The two cousins climbed down the ladder and went into the kitchen, where their grandmother stood preparing dinner.
"We found something in your attic, Grandma," said Remmi, holding up the book. "I thought it would be best if we brought it to you. Do you know what it is?"
"Let me see..." Grandma put on her spectacles and took the book in her hands. For a moment Remmi thought she was going to read it... but then the elderly Neopet smiled.

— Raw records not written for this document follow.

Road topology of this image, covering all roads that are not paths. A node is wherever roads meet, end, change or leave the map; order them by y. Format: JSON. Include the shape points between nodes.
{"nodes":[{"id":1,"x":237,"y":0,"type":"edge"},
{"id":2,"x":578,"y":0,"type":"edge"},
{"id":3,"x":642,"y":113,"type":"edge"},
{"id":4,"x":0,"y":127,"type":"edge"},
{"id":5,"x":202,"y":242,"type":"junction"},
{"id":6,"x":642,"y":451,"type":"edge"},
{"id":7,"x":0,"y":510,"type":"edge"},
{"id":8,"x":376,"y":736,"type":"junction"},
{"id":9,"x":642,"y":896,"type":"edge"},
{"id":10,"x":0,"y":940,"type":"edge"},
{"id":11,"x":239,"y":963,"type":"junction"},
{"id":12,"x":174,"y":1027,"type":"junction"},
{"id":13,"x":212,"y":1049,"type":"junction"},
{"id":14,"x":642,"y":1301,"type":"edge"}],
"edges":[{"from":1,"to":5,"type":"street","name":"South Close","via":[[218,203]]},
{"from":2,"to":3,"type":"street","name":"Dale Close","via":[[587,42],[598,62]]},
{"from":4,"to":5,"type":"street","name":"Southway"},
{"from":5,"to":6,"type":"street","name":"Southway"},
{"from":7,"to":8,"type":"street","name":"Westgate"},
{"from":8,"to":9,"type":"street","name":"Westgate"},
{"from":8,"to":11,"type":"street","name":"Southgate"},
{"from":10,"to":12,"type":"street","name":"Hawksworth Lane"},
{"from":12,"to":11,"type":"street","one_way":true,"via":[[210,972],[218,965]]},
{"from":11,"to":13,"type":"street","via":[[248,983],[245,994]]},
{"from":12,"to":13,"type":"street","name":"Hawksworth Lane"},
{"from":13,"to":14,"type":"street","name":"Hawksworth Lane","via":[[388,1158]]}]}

"Ah, I remember this," said Grandma with a sigh. "It's very wise of you to bring it to me, Remmi. A dark faerie gave this book to me fifty years ago and told me to destroy it. I was not to read any of the spells -- my job was simply to keep it safe and burn it as soon as I had the chance. But I never got around to burning it."
"We should burn it," said Remmi. "These things are dangerous! We're Neopets, not faeries."
"Couldn't we use some of the spells, though?" asked Wrissen wistfully. "Like, clean up the attic with magic?"
"Don't be silly," said Grandma. "Remmi's right. I should have burned this book a long time ago. I don't know what I was thinking at the time. Come on, let's put this in the fireplace. It'll give us a bit more warmth this winter night!"
After dinner, Remmi sat down at her desk and wrote in her diary. Saturday, the 19th Day of Sleeping. Just for one fleeting moment, she thought that something strange appeared on the page. But then she blinked, and the page was blank again, glowing softly in the firelight.
She would continue cleaning the attic with Wrissen tomorrow.